For studying the inter-rater reliability and feasibility, an ad-hoc sample composed of 16 HCs, 18 patients with aMCI, and 15 patients with mild dementia due to probable AD (n = 15) was recruited. Both groups of patients had been diagnosed according to NIA-AA recommendations [22, 26]. The diagnosis of mild dementia due to probable AD was based on core clinical criteria for AD [26]. Amnestic presentation and classification at stage 4 according to the Global Deterioration Scale were required [27]. All available information had been used for this diagnostic process including history, blood tests, brain imaging (head CT or brain MRI), and the following battery of neuropsychological tests: the Spanish version of the Informant Questionnaire AD8 [28], the Phototest [20], the picture version of the FCSRT [29], the Stroop Color and Word Test [30], the ADAS-Cog subtest of constructive praxis [31], the 12-item Boston Naming Test [32], the VOSP subtests of Dot Counting and Number Location [33], the IDDD [23], and the 15-item Geriatric Depression Scale [34]. The TMA-93 was conducted by two examiners (1 = EGC and 2 = SRH), who followed an alternating order for its administration and timing on the same subjects, and were blinded to both the subject’s diagnosis and the score obtained by the other examiner.
Instrument: TMA-93
The TMA-93 was administered following the instructions given by its authors [15]. During the encoding phase, subjects were shown and asked to name 10 pairs of real-life semantically-related objects presented as drawings in cards (tree/bird, bed/bedside lamp, boat/fish, dog/sheep, foot/trousers, knife/apple, glasses/book, hand/watch, car/car keys, flower/sun). The examiner specifically asked the participants to memorize the pairs of drawings (Fig. 1A). Next, the first associative memory trial was administered: examinees were shown only one of each pair’s drawings and asked to recall the missing one (Fig. 1B). After each subject’s response (regardless accuracy) or a period of up to 5 s, we displayed the pair again. This protocol was repeated for the 9 remaining pairs.

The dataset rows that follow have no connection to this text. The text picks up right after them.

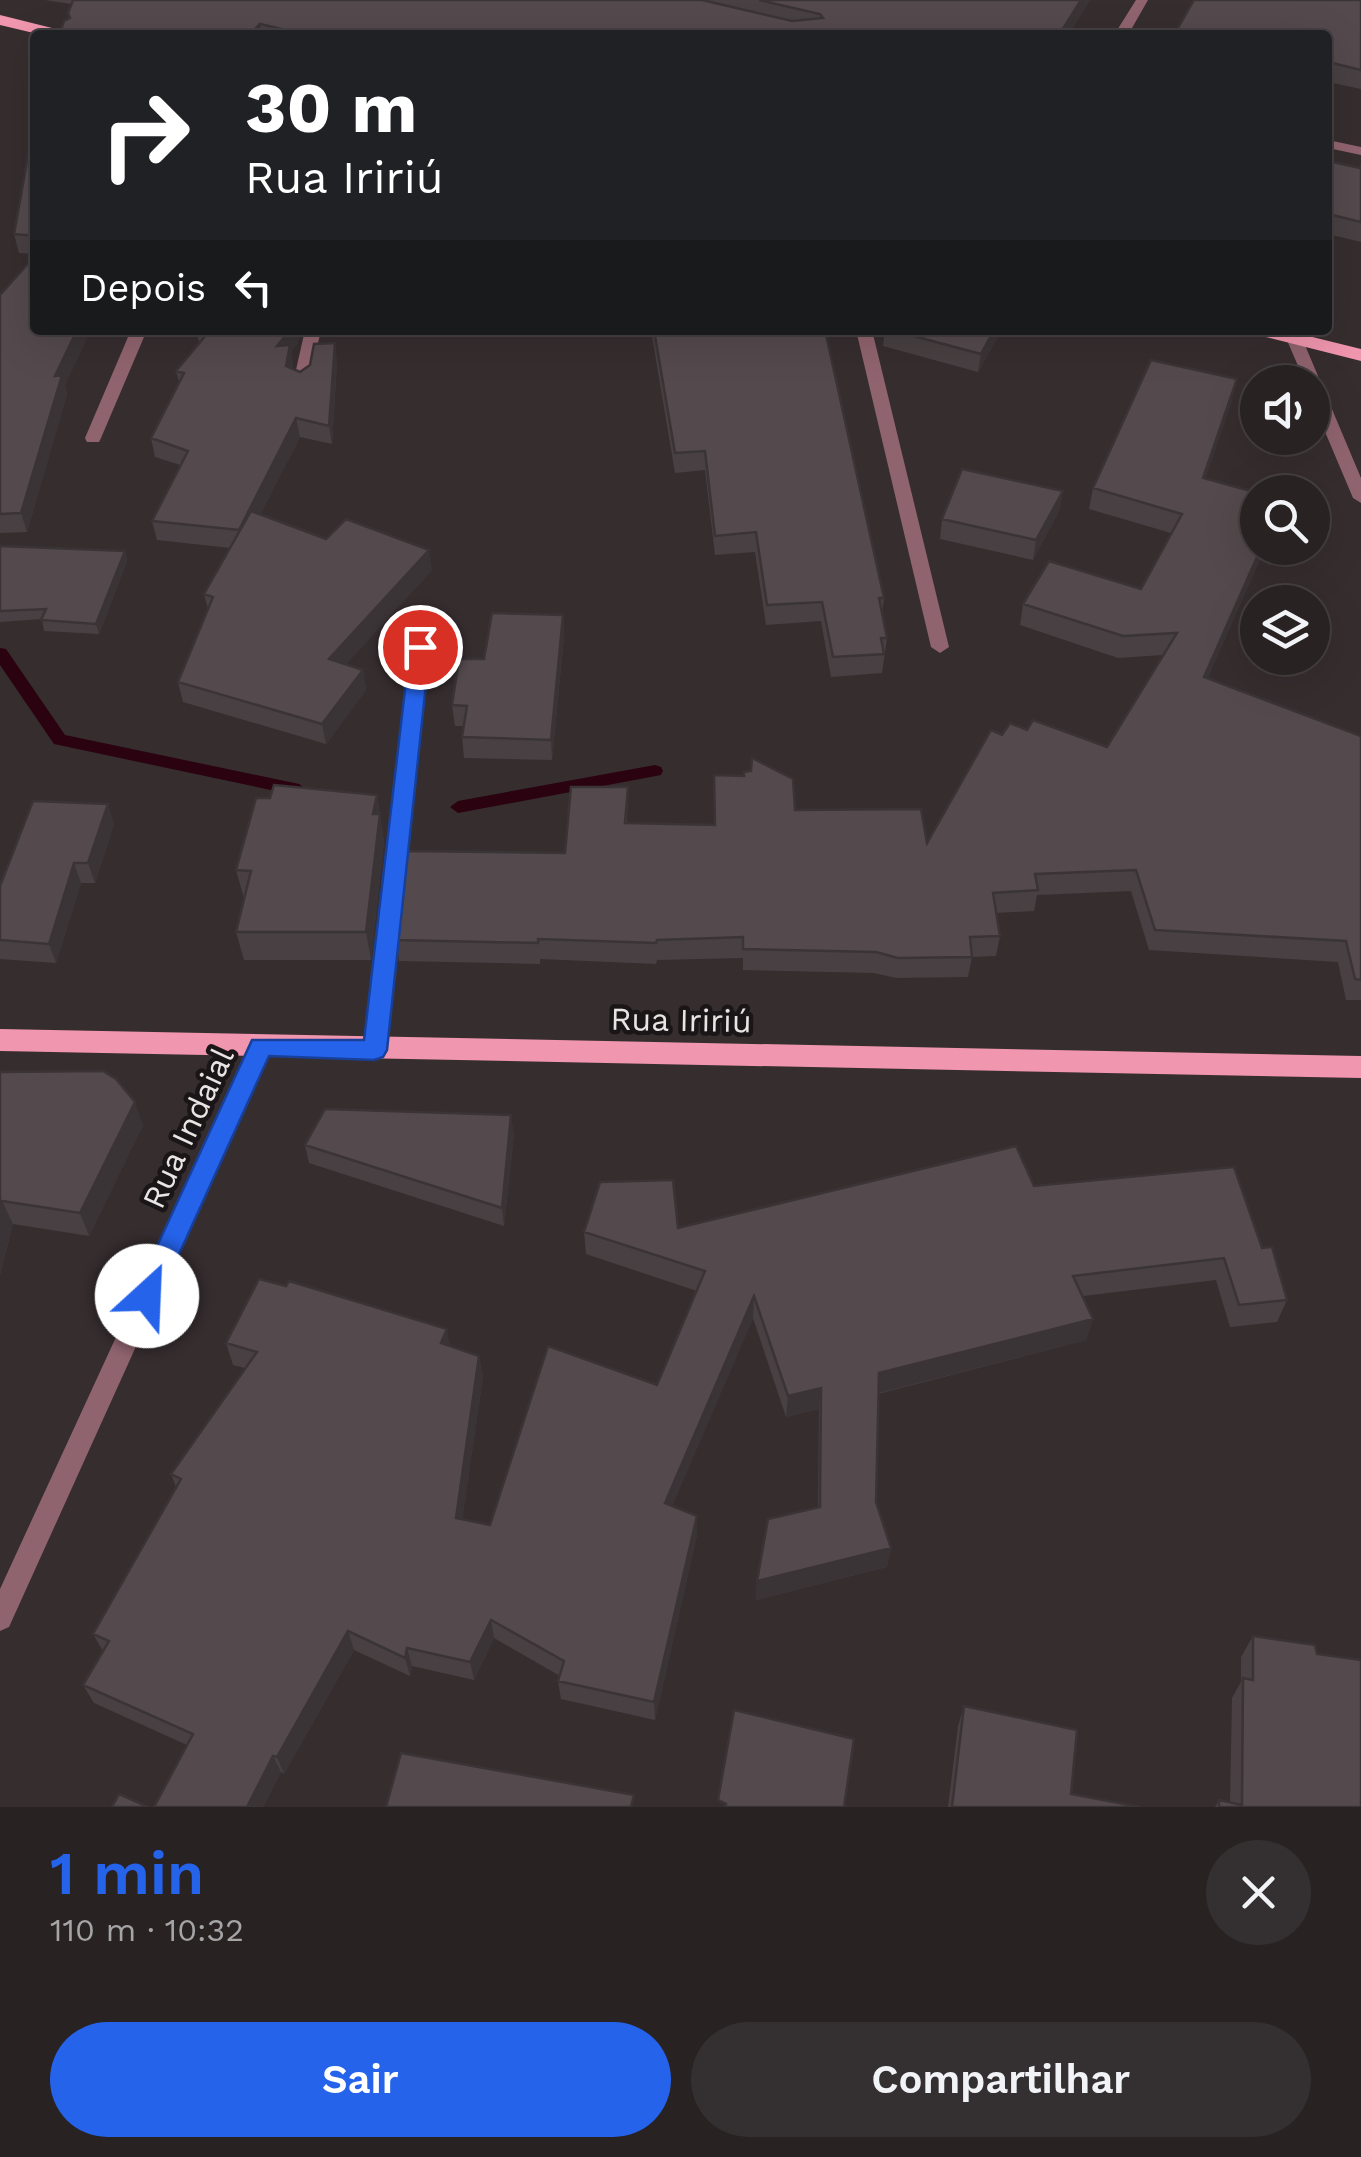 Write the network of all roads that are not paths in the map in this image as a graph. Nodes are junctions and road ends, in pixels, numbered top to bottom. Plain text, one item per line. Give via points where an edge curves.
1 (1142, 0) edge
2 (0, 20) edge
3 (41, 30) edge
4 (1124, 30) edge
5 (1332, 145) edge
6 (1361, 151) edge
7 (137, 335) edge
8 (312, 335) edge
9 (865, 335) edge
10 (1292, 335) edge
11 (1295, 335) edge
12 (1361, 355) edge
13 (301, 383) edge
14 (93, 438) dead end
15 (1361, 498) edge
16 (420, 647) dead end
17 (940, 647) dead end
18 (0, 1040) edge
19 (261, 1046) junction
20 (374, 1050) junction
21 (1361, 1067) edge
22 (0, 1618) edge

1 - 4 street
2 - 3 main road
5 - 6 street
7 - 14 street
8 - 13 street
9 - 17 street
10 - 15 street
11 - 12 main road
16 - 20 street
18 - 19 main road, Rua Iririú
19 - 20 main road, Rua Iririú
19 - 22 street, Rua Indaial
20 - 21 main road, Rua Iririú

The maximum score of 30 points was granted only when the participant produced 10 out of 10 correct responses in this first trial, in which case, the second and the third trials were omitted. Otherwise, the participants were scored from 0 to 9 based on their number of correct answers in this first trial and were administered a second similar trial with the same 10 pairs of drawings. If a subject correctly recalled the 10 missing objects in this second trial, s/he was given 20 points: 10 points corresponding to the second trial, and 10 more corresponding to the third trial, which was cancelled. The score of each of the 10 items of the TMA-93 ranged from 0 to 3 and these scores were used for estimating the test’s internal consistency.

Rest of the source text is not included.